Her eyes grew round as she tried to take it all in and gasped for breath.
Brad Sheppard, a former FBI agent turned time traveler, father, and husband, was gone, leaving nothing but the echo of his scream.
Chapter 2
The overwhelming darkness was replaced by a blinding light that shone through closed eyelids and into his soul. The illuminating brightness shifted from an intense white to a cool blue as Brad floated on a sea of tranquility. With every instant that passed, he became more aware and followed an incessant beep into consciousness.
If I’m dead, I wouldn’t be lying on a cold, uncomfortable floor, he thought. Where am I?
Before opening his eyes, Brad realized the cold, hard surface pressed against his legs, back, and arms. Oh, shit.
With a deep, ragged breath, Brad opened his eyes.
Too many things happened at once, and he took a moment to process. A glass shattered. A woman let out a muffled scream. The beeping became a shrill klaxon alarm that made his ears ring.
“Good Lord. What have we done.” A man’s deep voice cracked.
Disorientated, Brad raised a hand to shield his eyes from the light as he squinted. The container was seven feet long, four feet wide, and the same height; it was made of thick glass. Technical equipment with myriad sensors decorated the interior on all four sides. But it was the dim room beyond that gave him concern.
Towers of computer equipment pulsed with a dim orange light, and thick black cables disappeared into the ceiling. An older woman in a white lab coat with gray hair piled on her head in a loose bun stared wide-eyed and dropped her jaw. At her feet was a broken mug.
She glanced over her shoulder at a man behind a row of technical equipment with blinking lights. “Please tell me we’re recording.”
Brad could see the top of a bald head nod and heard a flurry of keystrokes that sounded like hail on a window pane. “Yes! Recording.”
The alarm was silenced.
She approached the rectangular prison, pressed her hand against the side, and whispered, “Do you understand me? Are you real?”
Brad’s eyes flicked to the embroidered badge above the lab coat’s pocket. QSCRP before he nodded. “Where am I? How did I get here?”
He raised himself on one elbow.
The woman was in her late sixties—Brad guessed—with a narrow chin and prominent cheekbones that reminded him of Meryl Streep. Her blue eyes danced with contained excitement.
“I’m Daisy Struthers. Doctor, actually, but that doesn’t matter. That’s my husband, Don.” A hand waved in Brad’s direction behind the counter. “Oh, my God. I can’t believe this worked!”
“Again … where am I? Get me out of here.” Brad tapped the glass with a knuckle.

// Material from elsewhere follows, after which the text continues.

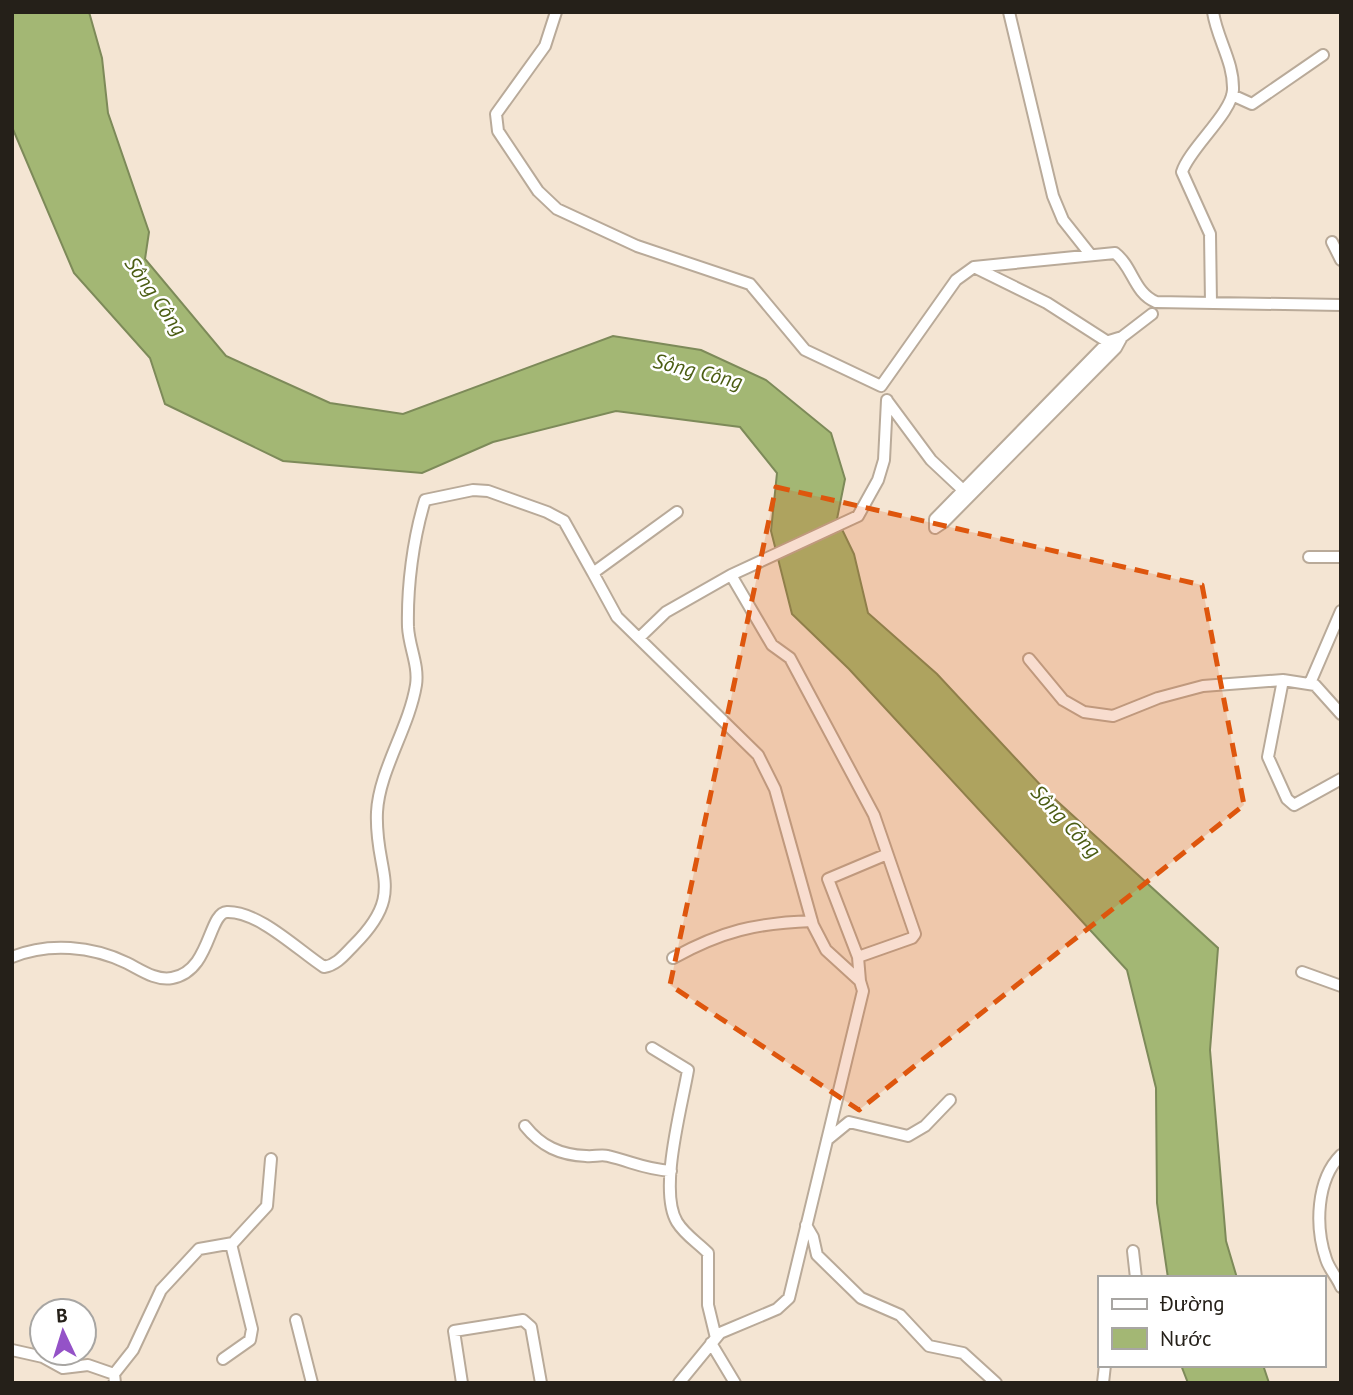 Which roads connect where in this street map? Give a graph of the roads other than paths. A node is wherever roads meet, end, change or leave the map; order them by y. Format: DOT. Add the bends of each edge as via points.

Daisy wrung her hands and nervously glanced at a display monitor. Brad couldn’t read the screen from his angle.
“You are probably safer inside with the biofilters and pressurized climate. I can’t risk contamination.” Don stood. He was a thin man in his early seventies with a white goatee and a single gold hoop in his left ear. Don sat behind the monitors again.

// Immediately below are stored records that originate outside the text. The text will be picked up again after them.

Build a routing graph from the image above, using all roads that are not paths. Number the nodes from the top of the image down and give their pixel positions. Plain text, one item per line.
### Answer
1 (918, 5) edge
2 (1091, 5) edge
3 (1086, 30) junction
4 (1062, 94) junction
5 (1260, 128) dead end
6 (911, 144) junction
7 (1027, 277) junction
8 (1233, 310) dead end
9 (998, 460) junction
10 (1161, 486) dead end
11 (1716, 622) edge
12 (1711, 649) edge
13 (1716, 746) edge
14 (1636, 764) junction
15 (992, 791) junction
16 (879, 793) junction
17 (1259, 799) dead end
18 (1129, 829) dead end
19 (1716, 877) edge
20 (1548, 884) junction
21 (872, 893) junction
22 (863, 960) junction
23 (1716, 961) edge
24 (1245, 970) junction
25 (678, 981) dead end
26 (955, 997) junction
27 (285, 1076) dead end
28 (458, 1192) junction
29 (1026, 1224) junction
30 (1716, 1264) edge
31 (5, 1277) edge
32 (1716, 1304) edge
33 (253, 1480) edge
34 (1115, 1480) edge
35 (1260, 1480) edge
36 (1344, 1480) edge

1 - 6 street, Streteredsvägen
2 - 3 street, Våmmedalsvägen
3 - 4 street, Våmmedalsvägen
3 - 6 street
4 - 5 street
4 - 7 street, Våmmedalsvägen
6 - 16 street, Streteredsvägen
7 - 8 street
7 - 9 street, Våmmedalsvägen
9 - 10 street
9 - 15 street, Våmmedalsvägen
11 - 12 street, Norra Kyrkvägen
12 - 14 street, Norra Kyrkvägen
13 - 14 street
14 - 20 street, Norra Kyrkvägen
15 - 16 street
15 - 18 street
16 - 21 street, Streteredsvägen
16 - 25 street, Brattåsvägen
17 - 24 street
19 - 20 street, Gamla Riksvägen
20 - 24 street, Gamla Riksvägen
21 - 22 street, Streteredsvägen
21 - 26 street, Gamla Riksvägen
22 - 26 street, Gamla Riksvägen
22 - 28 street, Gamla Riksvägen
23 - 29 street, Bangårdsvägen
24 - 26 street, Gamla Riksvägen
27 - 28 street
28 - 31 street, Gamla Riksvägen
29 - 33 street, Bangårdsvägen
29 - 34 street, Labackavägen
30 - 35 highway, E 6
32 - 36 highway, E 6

“Sorry.” Daisy tentatively smiled. “But I can tell you a few things. We’re in a remote city in Sudbury, Ontario. You’ve probably never heard of it, but that’s okay. Can you tell me your name?”
The shock of waking up in a scientific laboratory was wearing off, and Brad took stock of his abilities. While he hadn’t traveled through time in a few years, honoring his promise to Virginia didn’t mean he gave up the means to do so. His connection with the meteor, a piece of dark matter, was still good. However, there was a slight problem. Not only did the stone allow him to travel through time, ignoring the laws of physics, but it gave him a sense of time. He could always tell where and when he was located. To the second. Except now. The last few times he used the meteor to travel through time, he paid the price: blinding headaches, nose bleeds, nausea, and a sense of being torn apart at a molecular level. Besides that, it was a piece of cake.
While Brad could escape, he needed a reference point from where to begin. It was like having a vehicle with the latest GPS, but there were no orbiting satellites to feed him information about the roads or directions of travel.
“In Canada. Yes. My name is Brad Sheppard.”
Daisy clapped as her face transformed with joy.
“Very good.”
“I need to ask, Daisy. When are we? What year is it?” Brad was getting annoyed, but he needed answers. How did they rip him from his timeline and home? What were their intentions?
“Well … I have to ask you a question first. I don’t want to startle or cause you to panic.”
Lady, not much could shock me, he thought. “Go ahead.”
“When are you from?” Daisy asked. Don rose like a groundhog from its burrow over the monitor, eyebrows raised.
“The year?” When she nodded, Brad continued. “Two thousand, twenty-two.”
“Oh, my!” Daisy’s eyes teared up, and she waved a hand in the air.
“I knew it would work!” Don chuckled.
Daisy rolled her eyes. “He always says that. I knew it would work as well, but not to this extent. I was hoping for a plant or small mammal, but you have shattered our expectations.”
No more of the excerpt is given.